Linux VM and swapping

RAM always was a critycal resource. Swapping is a mechanism that allows system to operate when data size is more than RAM size.

Most of people think that swap is bad because it slows down system. This opinion is right and it's wrong. When system operates near-to-limits of RAM, swap allows to operate more efficient. Let's examine VM (virtual memory) inner process and lifecycles?

Alloc VM lifecycle

Process started and is working, now it requires more RAM. What happend here? There are two phases - commiting memory and allocating memory. Commiting is action when some amount of virtual pages assigned to process and allocating occurs when physical pages assigned to virtual pages.

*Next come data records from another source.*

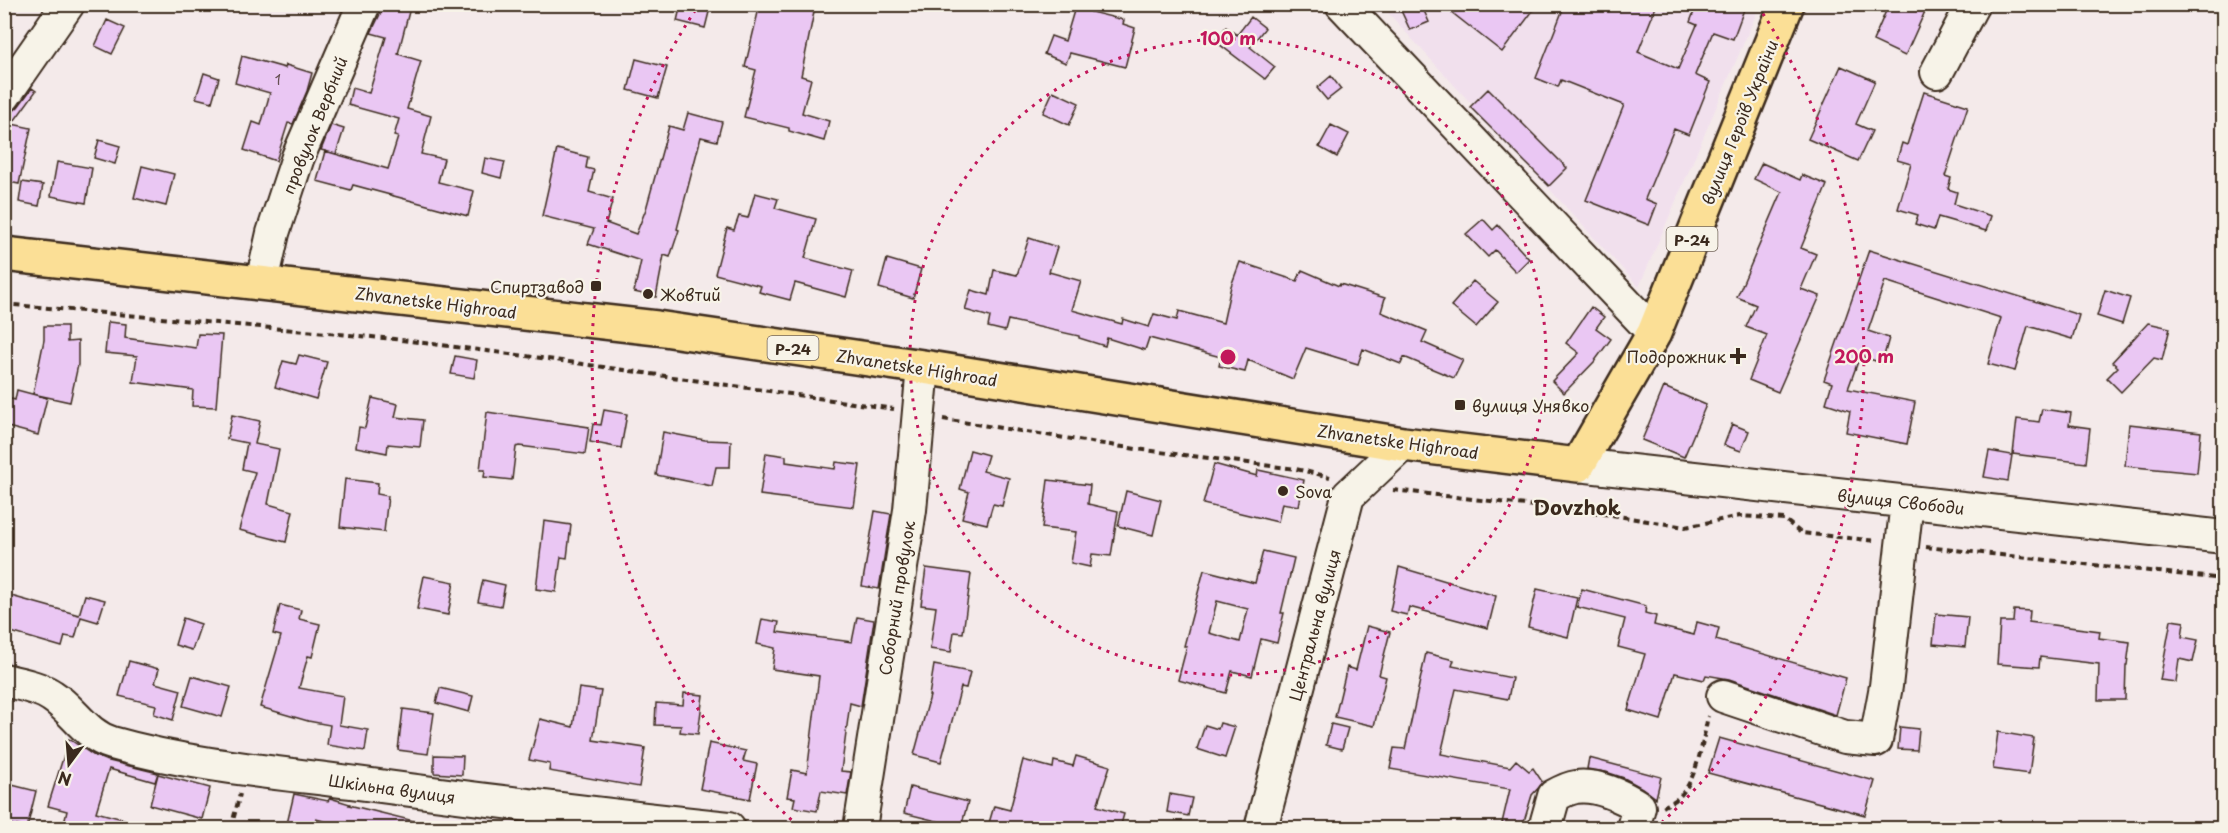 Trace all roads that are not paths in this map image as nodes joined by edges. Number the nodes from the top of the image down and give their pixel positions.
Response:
1 (68, 4) edge
2 (364, 4) edge
3 (1342, 4) edge
4 (1787, 4) edge
5 (1972, 4) edge
6 (1937, 72) dead end
7 (4, 96) edge
8 (4, 254) edge
9 (261, 282) junction
10 (1654, 333) junction
11 (923, 367) junction
12 (1403, 444) junction
13 (1578, 465) junction
14 (1907, 502) junction
15 (2223, 537) edge
16 (4, 680) edge
17 (1723, 696) road end
18 (1636, 818) edge
19 (729, 828) edge
20 (860, 828) edge
21 (1261, 828) edge
22 (1545, 828) edge

1 - 7 street
2 - 9 street, провулок Вербний
3 - 10 street
4 - 10 main road, вулиця Героїв України / Р-24
5 - 6 street
8 - 9 main road, Zhvanetske Highroad / Р-24
9 - 11 main road, Zhvanetske Highroad / Р-24
10 - 13 main road, вулиця Героїв України / Р-24
11 - 12 main road, Zhvanetske Highroad / Р-24
11 - 20 street, Соборний провулок
12 - 13 main road, Zhvanetske Highroad / Р-24
12 - 21 street, Центральна вулиця
13 - 14 street, вулиця Свободи
14 - 15 street, вулиця Свободи
14 - 17 street
16 - 19 street, Шкільна вулиця
18 - 22 street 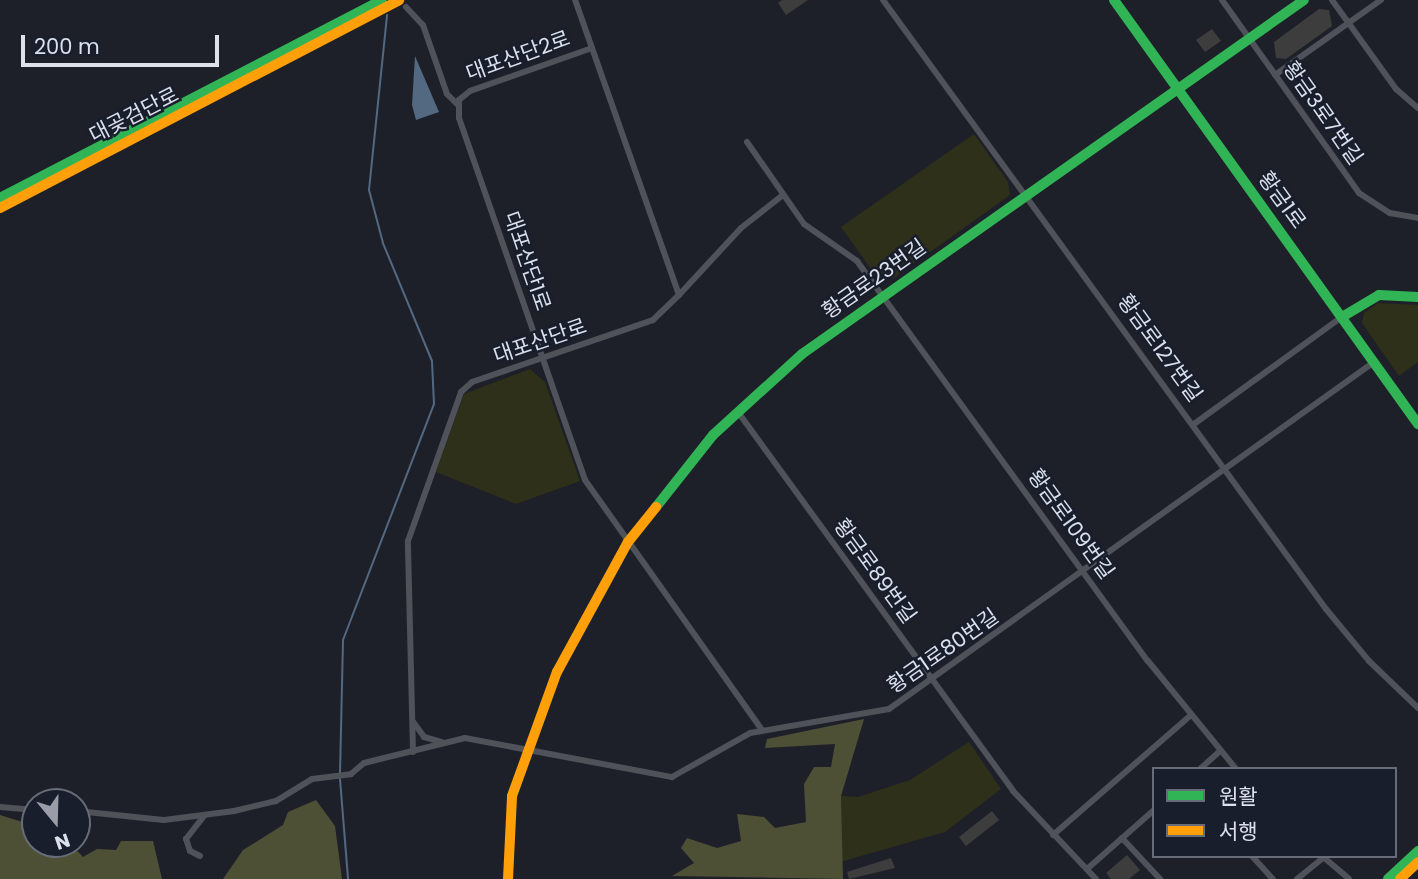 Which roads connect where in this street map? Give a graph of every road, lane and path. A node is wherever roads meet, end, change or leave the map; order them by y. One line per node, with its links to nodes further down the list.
1 (382, 0): 20 (street, 대곶검단로)
2 (575, 0): 12 (street)
3 (883, 0): 18 (street, 황금로127번길)
4 (1114, 0): 14 (street, 황금1로)
5 (1222, 0): 11 (street, 황금3로7번길)
6 (1304, 0): 11 (street, 황금로23번길)
7 (1332, 0): 10 (street)
8 (1381, 0): 10 (street)
9 (402, 3): 15 (street, 대포산단1로); 21 (street, 대곶검단로)
10 (1349, 23): 13 (street); 16 (street)
11 (1250, 40): 13 (street, 황금3로7번길); 14 (street, 황금로23번길)
12 (592, 48): 15 (street, 대포산단2로); 23 (street)
13 (1275, 75): 22 (street, 황금3로7번길)
14 (1180, 90): 18 (street, 황금로23번길); 26 (street, 황금1로)
15 (458, 102): 27 (street, 대포산단1로)
16 (1418, 108)
17 (747, 142): 19 (street, 황금로109번길)
18 (1027, 194): 25 (street, 황금로23번길); 30 (street, 황금로127번길)
19 (783, 195): 23 (street, 대포산단로); 25 (street, 황금로109번길)
20 (0, 198)
21 (0, 208)
22 (1418, 218)
23 (679, 295): 27 (street, 대포산단로)
24 (1418, 296): 26 (street)
25 (882, 297): 29 (street, 황금로23번길); 34 (street, 황금로109번길)
26 (1342, 317): 28 (street, 황금1로); 30 (street)
27 (542, 358): 33 (street, 대포산단1로); 38 (street, 대포산단로)
28 (1374, 362): 31 (street, 황금1로); 32 (street, 황금1로80번길)
29 (737, 410): 33 (street, 황금로23번길); 35 (street, 황금로89번길)
30 (1194, 424): 32 (street, 황금로127번길)
31 (1418, 424)
32 (1226, 469): 34 (street, 황금1로80번길); 36 (street, 황금로127번길)
33 (628, 542): 39 (street); 41 (street, 황금로23번길)
34 (1084, 572): 35 (street, 황금1로80번길); 37 (street, 황금로109번길)
35 (934, 680): 39 (street, 황금1로80번길); 51 (street, 황금로89번길)
36 (1418, 708)
37 (1190, 716): 42 (street, 황금로109번길); 51 (street)
38 (412, 719): 40 (street); 43 (street, 대포산단로)
39 (762, 730): 41 (street, 황금1로80번길)
40 (443, 742): 41 (street, 황금1로80번길); 43 (street, 황금1로80번길)
41 (525, 748): 60 (street, 황금로23번길)
42 (1220, 751): 44 (street); 45 (street, 황금로109번길)
43 (413, 752): 50 (street, 황금1로80번길)
44 (1202, 767)
45 (1234, 767)
46 (0, 807): 47 (street)
47 (21, 809)
48 (91, 812): 50 (street)
49 (1152, 812): 52 (street)
50 (205, 815): 54 (street)
51 (1053, 835): 59 (street, 황금로89번길)
52 (1122, 838): 59 (street); 62 (street)
53 (1418, 851): 66 (street)
54 (200, 856)
55 (1254, 858): 63 (street)
56 (1321, 858): 64 (street)
57 (1323, 858): 65 (street)
58 (1418, 862): 67 (street)
59 (1087, 869): 61 (street, 황금로89번길)
60 (508, 879)
61 (1096, 879)
62 (1160, 879)
63 (1273, 879)
64 (1297, 879)
65 (1349, 879)
66 (1388, 879)
67 (1400, 879) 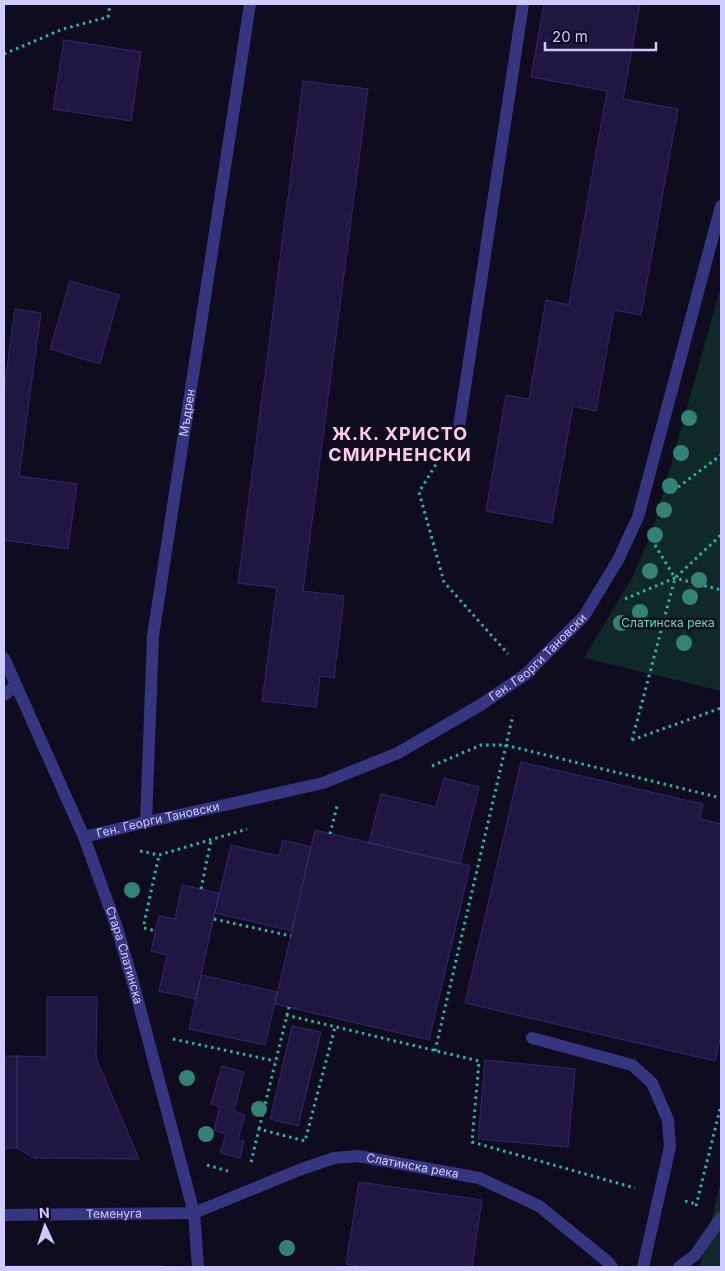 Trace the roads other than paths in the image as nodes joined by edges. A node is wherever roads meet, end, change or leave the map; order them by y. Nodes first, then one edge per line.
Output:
1 (250, 4) edge
2 (523, 4) edge
3 (721, 206) edge
4 (459, 427) road end
5 (4, 658) edge
6 (16, 686) junction
7 (4, 695) edge
8 (146, 822) junction
9 (84, 837) junction
10 (532, 1038) dead end
11 (194, 1213) junction
12 (4, 1215) edge
13 (721, 1218) edge
14 (198, 1267) edge
15 (612, 1267) edge
16 (643, 1267) edge
17 (680, 1267) edge

1 - 8 street, Мъдрен
2 - 4 street
3 - 8 street, Ген. Георги Тановски
5 - 6 street, Стара Слатинска
6 - 7 street
6 - 9 street, Стара Слатинска
8 - 9 street, Ген. Георги Тановски
9 - 11 street, Стара Слатинска
10 - 16 street
11 - 12 street, Теменуга
11 - 14 street, Стара Слатинска
11 - 15 street, Слатинска река
13 - 17 street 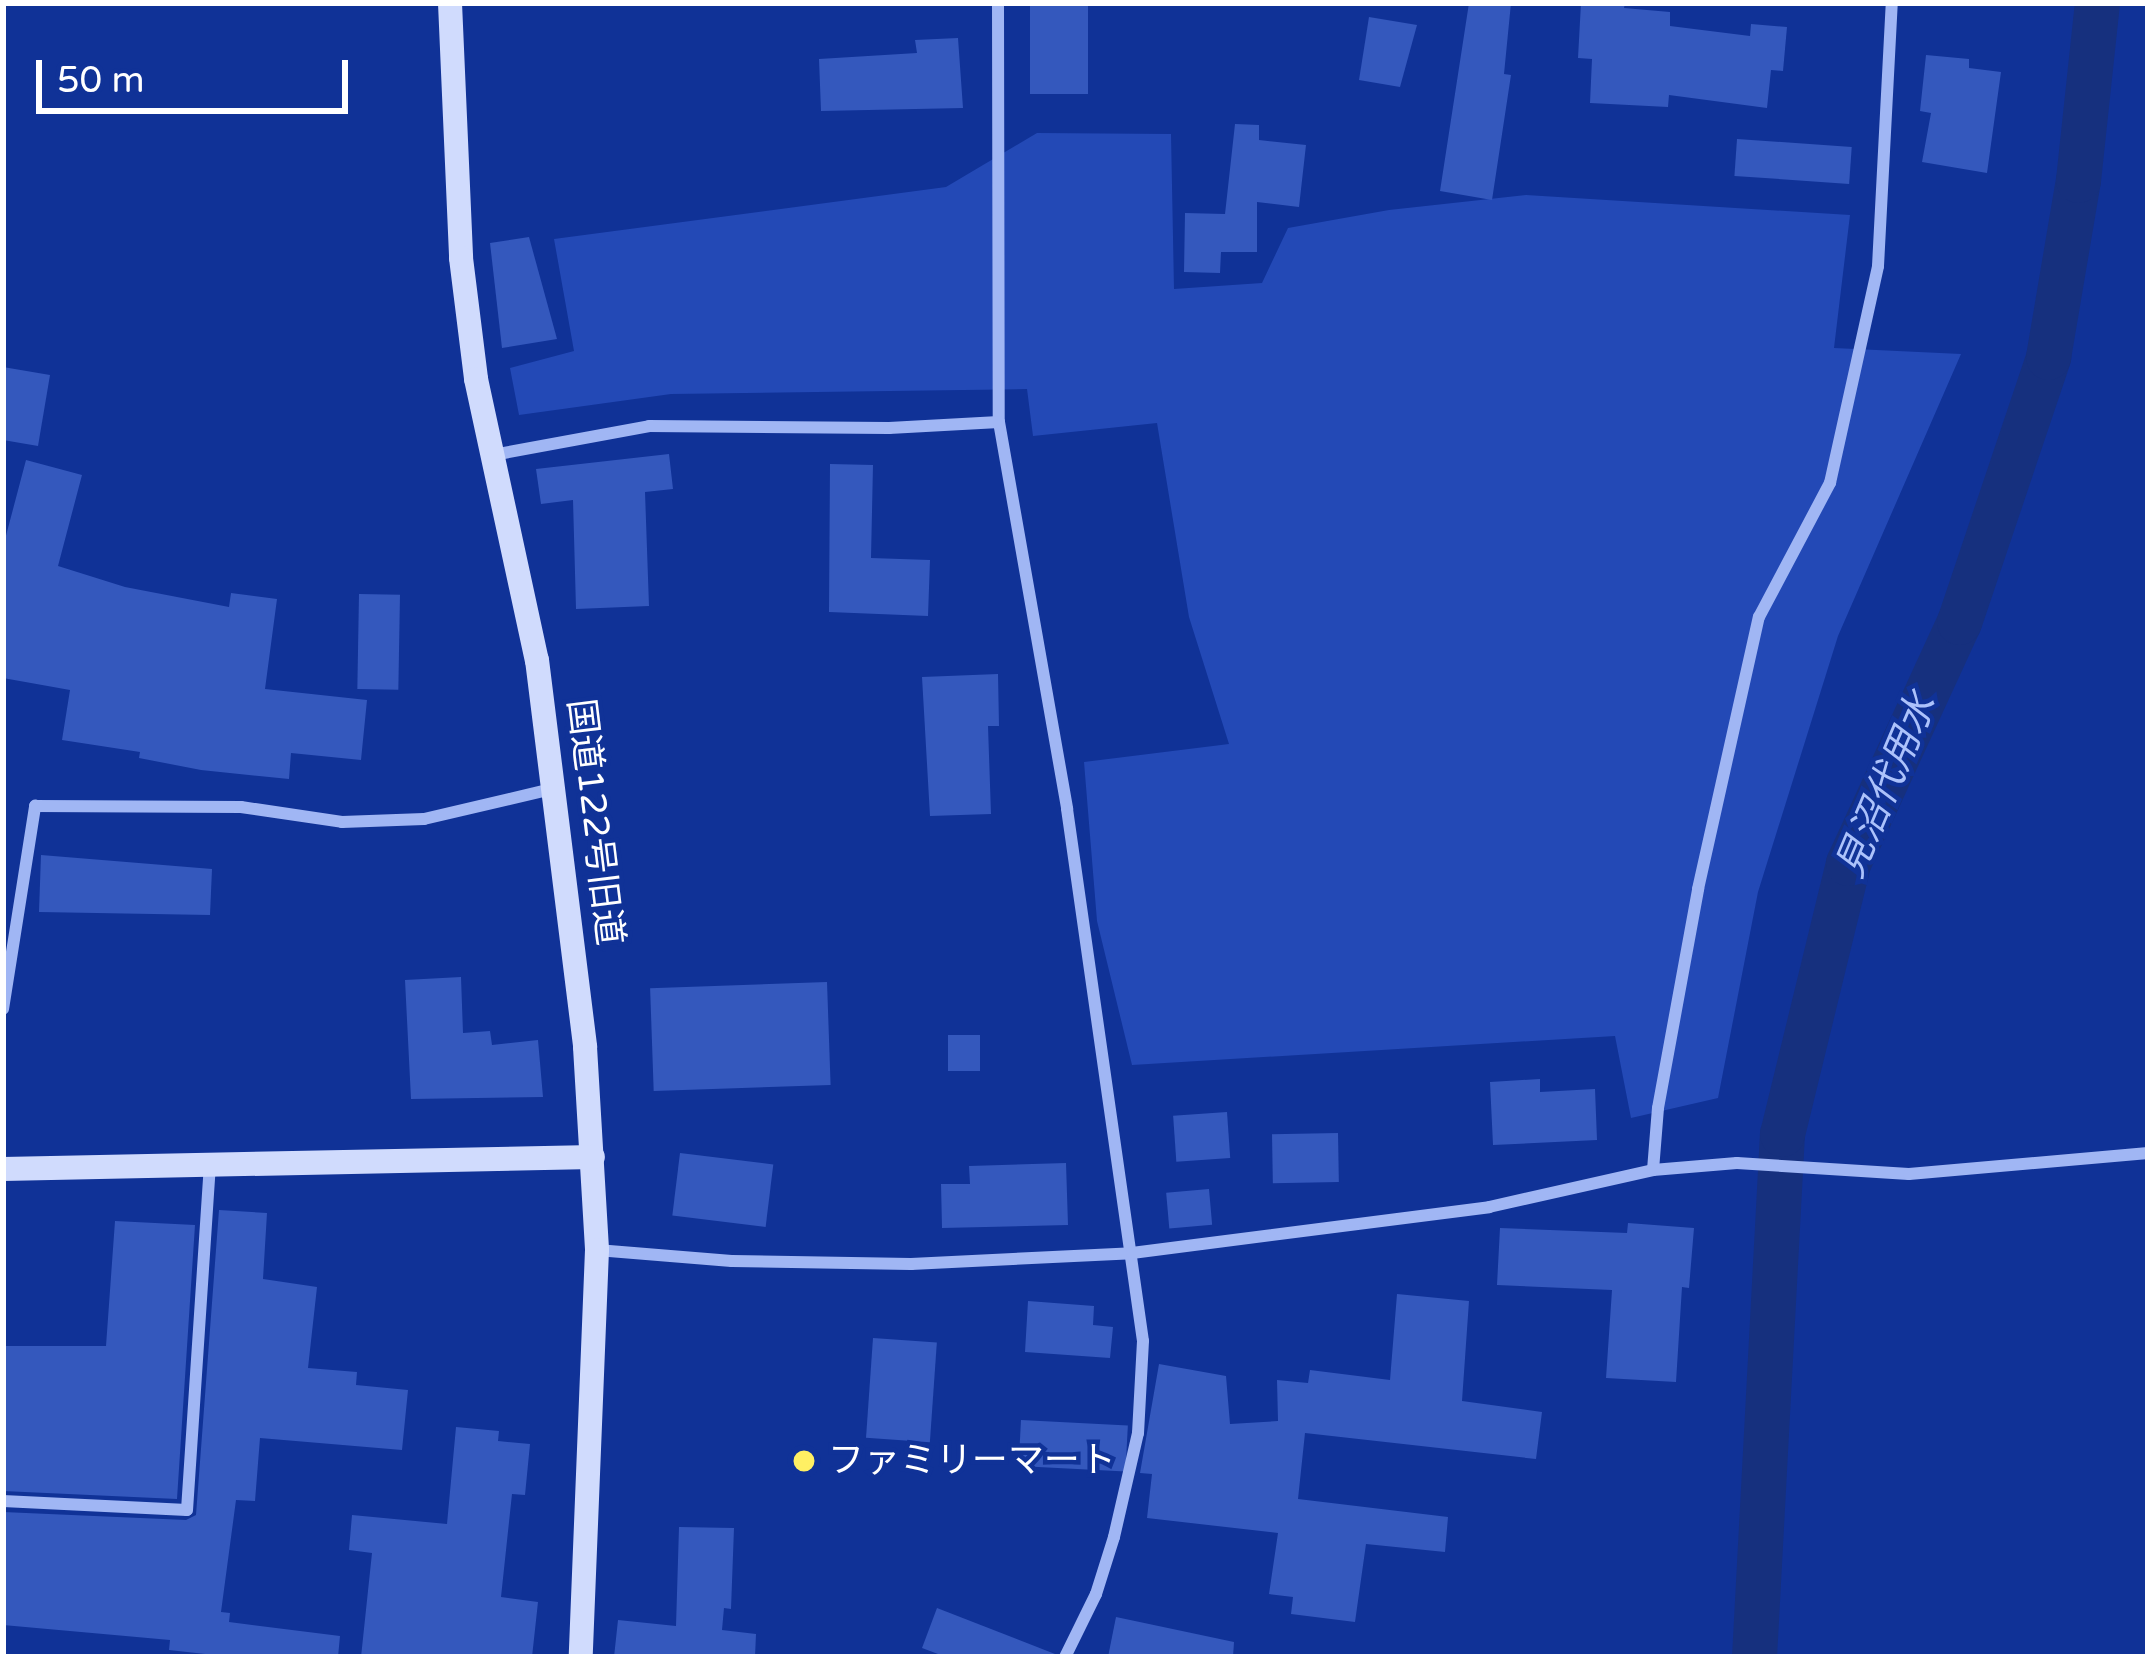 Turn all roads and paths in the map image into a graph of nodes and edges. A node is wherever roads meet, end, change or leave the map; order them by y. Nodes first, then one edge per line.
1 (450, 3) edge
2 (998, 3) edge
3 (1892, 3) edge
4 (999, 422) junction
5 (492, 456) junction
6 (557, 788) junction
7 (3, 1009) edge
8 (2148, 1153) edge
9 (593, 1157) junction
10 (210, 1162) junction
11 (3, 1169) edge
12 (1653, 1170) junction
13 (597, 1250) junction
14 (1132, 1252) junction
15 (3, 1501) edge
16 (581, 1657) edge
17 (1065, 1657) edge

1 - 5 street, 国道122号旧道
2 - 4 street
3 - 12 street
4 - 5 street
4 - 14 street
5 - 6 street, 国道122号旧道
6 - 7 street
6 - 9 street, 国道122号旧道
8 - 12 street
9 - 10 street
9 - 13 street, 国道122号旧道
10 - 11 street
10 - 15 street
12 - 14 street
13 - 14 street
13 - 16 street, 国道122号旧道
14 - 17 street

Program calls libc function malloc()
malloc examine process internal data structures and if no available memory found it calls sbrk() IOCTL
Commiting: kernel allocates to process a set of virtual pages. It's NOT a real pages, it's only a record "this process has XXX additional pages that is not allocated yet"
malloc returns reference into just allocated space to program
Program tries to access the memory via address returned by malloc
Allocating: kernel gets page fault because program accessing unallocated page and tries to allocate page

The caveat: what happend if kernel has NO free pages?

MMAP VM lifecycle

Process started and is working, now it wants to read some pages from file and access it. There are two phases - mapping and access

The mapping phase:

Program calls libc function mmap() that redirected into mmap() IOCTL
Kernel allocates to process a set of virtual pages. Again, it's NOT a real pages, it's a records "process has XXX additional pages and that pages associated with file ABCDE from block XXX to YYY"
mmap returns reference to the beginnong of mmap'ed set pf pages

The access phase:

Program tries to access the memory via address returned by mmap
Kernel gets page fault because program accessing unallocated page. It tries to find this pages in page cache
If page is NOT found, in page cache, kernel finds free page, assigns it to page cache and fills with data from file. Page is marked as clean and is associated with virtual page and program gets access to data.
If access is a write access (program puts data into a memory) then the page cache page marked as dirty.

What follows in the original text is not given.